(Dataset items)
○ ○ ○ ○ ○

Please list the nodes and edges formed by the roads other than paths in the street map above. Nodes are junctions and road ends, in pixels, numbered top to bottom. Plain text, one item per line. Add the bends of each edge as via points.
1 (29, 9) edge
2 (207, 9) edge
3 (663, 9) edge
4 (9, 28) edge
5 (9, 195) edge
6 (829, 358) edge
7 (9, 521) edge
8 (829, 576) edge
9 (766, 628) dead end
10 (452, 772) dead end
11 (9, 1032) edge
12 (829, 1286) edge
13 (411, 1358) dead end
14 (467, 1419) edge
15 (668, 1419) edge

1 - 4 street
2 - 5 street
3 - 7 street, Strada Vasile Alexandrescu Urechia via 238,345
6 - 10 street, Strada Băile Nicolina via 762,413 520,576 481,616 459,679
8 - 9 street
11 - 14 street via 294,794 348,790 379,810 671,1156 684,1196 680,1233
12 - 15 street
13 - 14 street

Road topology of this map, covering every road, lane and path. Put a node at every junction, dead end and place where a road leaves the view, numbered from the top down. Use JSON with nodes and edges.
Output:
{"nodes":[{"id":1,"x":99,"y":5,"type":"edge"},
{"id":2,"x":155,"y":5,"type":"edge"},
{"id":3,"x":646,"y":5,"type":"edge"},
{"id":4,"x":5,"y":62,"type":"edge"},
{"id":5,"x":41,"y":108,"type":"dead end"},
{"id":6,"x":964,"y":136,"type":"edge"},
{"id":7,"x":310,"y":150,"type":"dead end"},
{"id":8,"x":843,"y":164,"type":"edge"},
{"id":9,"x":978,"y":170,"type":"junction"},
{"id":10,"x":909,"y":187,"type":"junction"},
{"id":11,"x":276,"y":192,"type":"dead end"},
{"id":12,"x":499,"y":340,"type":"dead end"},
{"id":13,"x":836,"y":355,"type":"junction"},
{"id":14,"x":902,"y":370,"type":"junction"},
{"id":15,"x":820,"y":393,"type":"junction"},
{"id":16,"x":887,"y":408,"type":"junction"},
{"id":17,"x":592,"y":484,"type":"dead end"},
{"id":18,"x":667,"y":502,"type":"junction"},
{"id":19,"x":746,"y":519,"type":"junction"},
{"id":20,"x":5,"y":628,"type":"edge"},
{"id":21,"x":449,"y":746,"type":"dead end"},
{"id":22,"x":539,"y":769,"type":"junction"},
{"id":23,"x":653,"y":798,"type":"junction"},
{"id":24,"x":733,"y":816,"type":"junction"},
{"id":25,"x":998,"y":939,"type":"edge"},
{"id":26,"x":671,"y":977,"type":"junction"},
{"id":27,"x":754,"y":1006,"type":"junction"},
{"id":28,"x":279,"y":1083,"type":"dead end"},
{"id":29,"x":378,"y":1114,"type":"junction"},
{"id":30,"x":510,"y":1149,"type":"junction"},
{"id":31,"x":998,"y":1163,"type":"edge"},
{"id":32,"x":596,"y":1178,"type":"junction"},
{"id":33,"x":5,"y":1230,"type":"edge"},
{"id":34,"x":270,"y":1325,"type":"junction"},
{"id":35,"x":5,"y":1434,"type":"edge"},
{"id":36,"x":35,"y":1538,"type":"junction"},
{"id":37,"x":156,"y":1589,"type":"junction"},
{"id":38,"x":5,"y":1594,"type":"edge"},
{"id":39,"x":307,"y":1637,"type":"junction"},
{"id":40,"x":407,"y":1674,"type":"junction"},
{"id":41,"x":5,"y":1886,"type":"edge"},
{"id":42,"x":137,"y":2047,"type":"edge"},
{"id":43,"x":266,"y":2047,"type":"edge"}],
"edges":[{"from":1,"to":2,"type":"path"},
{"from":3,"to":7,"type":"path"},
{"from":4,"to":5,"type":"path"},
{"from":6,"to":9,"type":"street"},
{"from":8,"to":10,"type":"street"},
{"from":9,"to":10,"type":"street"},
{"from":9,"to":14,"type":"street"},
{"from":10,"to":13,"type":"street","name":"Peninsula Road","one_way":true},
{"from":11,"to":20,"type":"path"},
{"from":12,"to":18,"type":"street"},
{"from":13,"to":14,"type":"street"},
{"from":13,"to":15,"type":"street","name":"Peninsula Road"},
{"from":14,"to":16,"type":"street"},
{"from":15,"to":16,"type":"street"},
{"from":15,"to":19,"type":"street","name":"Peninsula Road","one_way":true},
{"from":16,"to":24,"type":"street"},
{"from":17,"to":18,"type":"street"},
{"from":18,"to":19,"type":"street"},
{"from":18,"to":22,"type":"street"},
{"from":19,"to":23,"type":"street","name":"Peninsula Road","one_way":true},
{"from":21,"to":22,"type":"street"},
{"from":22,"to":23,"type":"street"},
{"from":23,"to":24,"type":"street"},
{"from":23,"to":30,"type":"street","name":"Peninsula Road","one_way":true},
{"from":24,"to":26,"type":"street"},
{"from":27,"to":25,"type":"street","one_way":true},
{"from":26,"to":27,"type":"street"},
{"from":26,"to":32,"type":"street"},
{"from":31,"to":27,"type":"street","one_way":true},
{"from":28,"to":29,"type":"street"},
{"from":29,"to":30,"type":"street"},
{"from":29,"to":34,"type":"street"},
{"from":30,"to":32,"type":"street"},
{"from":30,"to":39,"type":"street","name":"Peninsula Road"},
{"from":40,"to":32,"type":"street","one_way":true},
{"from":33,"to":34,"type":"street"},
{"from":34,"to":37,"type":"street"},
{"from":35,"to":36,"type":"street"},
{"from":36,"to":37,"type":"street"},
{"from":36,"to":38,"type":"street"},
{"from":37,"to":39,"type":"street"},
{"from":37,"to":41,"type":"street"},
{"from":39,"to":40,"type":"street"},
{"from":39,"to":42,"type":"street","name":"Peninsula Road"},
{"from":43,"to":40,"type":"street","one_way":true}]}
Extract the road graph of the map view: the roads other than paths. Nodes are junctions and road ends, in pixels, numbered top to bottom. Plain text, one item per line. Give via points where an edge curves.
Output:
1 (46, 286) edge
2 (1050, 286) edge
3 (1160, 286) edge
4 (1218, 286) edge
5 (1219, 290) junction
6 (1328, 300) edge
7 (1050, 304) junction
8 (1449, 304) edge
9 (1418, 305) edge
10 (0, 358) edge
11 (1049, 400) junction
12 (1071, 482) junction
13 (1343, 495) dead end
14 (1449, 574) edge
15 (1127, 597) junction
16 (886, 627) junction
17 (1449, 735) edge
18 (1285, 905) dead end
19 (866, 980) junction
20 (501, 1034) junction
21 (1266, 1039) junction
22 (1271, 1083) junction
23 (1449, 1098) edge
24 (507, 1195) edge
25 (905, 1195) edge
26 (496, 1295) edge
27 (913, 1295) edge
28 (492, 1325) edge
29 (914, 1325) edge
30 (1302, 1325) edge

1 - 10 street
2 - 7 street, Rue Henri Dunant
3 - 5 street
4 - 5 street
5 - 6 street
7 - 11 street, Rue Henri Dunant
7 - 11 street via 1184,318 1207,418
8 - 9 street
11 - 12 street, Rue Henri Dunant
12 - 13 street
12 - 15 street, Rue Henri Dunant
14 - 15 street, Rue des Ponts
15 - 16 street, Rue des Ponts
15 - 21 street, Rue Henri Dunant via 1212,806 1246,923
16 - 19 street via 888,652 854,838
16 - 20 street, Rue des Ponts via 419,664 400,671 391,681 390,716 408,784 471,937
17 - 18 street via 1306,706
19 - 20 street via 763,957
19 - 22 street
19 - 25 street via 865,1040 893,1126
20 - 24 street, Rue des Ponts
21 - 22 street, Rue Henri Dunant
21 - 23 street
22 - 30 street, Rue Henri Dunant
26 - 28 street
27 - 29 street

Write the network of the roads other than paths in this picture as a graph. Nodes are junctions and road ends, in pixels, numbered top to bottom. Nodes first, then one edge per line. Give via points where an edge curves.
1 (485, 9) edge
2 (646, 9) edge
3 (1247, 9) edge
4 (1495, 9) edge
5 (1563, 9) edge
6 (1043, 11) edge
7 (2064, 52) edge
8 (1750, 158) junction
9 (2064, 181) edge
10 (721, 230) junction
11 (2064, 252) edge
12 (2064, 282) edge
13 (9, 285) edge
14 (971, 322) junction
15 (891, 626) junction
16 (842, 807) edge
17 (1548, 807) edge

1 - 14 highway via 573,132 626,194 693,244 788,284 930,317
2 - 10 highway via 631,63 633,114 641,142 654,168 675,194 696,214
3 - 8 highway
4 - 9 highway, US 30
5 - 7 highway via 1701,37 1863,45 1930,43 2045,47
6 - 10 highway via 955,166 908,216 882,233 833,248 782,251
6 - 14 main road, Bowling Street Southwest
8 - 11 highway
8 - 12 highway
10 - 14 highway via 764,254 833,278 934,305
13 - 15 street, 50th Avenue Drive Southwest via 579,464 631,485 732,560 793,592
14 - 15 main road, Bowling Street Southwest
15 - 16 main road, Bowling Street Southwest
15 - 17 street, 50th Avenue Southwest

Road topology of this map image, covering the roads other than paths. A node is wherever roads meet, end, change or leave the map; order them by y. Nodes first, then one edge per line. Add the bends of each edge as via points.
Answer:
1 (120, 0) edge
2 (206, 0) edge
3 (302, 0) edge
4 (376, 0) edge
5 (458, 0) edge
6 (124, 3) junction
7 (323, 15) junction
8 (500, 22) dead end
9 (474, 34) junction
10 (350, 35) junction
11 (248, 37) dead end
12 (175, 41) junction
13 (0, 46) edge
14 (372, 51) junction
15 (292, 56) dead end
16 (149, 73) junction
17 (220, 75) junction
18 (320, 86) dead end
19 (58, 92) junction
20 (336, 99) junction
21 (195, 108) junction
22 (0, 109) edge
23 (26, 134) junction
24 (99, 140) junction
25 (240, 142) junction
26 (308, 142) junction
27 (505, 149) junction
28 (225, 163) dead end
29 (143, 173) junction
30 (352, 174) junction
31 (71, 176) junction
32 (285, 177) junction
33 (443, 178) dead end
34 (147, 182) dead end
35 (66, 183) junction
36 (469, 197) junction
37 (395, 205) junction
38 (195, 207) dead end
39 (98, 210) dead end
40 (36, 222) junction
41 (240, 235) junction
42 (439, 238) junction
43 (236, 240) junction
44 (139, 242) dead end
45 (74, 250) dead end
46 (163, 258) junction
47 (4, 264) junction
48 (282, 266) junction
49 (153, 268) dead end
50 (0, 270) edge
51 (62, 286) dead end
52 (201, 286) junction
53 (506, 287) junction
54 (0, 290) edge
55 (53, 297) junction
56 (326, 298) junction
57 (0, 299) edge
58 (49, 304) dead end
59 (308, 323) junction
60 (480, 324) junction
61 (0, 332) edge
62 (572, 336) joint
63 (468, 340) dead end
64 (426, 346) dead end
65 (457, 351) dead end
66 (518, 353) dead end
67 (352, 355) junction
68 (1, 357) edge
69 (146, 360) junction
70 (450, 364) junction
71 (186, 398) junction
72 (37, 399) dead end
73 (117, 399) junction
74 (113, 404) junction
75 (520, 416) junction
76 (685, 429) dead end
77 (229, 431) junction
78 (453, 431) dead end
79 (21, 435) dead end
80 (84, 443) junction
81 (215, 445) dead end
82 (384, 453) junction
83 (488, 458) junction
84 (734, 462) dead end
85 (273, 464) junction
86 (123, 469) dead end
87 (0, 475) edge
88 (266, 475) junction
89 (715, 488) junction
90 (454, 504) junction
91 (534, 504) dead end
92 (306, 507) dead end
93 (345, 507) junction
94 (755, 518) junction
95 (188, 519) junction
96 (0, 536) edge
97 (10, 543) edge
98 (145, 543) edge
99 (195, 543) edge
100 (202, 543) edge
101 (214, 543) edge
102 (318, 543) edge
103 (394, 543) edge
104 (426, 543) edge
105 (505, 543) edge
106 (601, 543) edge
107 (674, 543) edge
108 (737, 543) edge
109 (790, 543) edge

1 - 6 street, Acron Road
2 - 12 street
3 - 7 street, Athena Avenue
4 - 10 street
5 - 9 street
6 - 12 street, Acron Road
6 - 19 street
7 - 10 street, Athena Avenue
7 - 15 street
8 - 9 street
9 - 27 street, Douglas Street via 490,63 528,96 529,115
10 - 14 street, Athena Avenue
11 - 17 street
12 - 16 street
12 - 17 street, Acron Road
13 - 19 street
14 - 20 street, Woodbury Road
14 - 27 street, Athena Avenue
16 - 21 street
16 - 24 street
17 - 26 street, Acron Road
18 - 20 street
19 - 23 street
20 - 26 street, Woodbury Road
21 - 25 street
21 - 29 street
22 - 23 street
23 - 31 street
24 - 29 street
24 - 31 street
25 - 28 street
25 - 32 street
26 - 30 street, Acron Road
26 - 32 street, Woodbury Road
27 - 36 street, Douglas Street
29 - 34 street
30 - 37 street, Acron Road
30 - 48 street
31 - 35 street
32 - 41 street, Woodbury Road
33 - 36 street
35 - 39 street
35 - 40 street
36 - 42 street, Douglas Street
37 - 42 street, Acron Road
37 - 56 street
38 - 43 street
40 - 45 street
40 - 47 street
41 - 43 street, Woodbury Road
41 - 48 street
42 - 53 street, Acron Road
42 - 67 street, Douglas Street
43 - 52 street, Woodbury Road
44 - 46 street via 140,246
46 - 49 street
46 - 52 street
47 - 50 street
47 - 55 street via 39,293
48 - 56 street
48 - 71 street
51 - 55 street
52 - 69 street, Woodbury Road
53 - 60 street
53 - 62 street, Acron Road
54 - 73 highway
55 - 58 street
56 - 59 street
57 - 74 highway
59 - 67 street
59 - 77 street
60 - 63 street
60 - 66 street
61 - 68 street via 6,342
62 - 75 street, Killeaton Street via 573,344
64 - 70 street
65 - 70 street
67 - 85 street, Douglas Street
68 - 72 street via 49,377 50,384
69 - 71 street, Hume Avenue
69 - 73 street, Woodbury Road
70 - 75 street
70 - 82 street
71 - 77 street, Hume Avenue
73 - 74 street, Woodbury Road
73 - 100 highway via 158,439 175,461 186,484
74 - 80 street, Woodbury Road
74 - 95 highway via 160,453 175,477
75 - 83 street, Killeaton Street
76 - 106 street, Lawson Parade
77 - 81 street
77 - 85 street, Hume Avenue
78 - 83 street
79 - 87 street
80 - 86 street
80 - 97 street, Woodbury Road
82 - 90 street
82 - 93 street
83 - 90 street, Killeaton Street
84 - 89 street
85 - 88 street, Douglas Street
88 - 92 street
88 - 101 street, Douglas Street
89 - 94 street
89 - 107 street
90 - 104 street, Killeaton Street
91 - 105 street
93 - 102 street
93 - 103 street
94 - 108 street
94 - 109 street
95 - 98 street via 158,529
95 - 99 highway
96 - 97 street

○ ○ ○ ○ ○

- WHAT TO DO
Could you return all lines from the data above that contain the string "view"?

- RESULT
Road topology of this map, covering every road, lane and path. Put a node at every junction, dead end and place where a road leaves the view, numbered from the top down. Use JSON with nodes and edges.
Extract the road graph of the map view: the roads other than paths. Nodes are junctions and road ends, in pixels, numbered top to bottom. Plain text, one item per line. Give via points where an edge curves.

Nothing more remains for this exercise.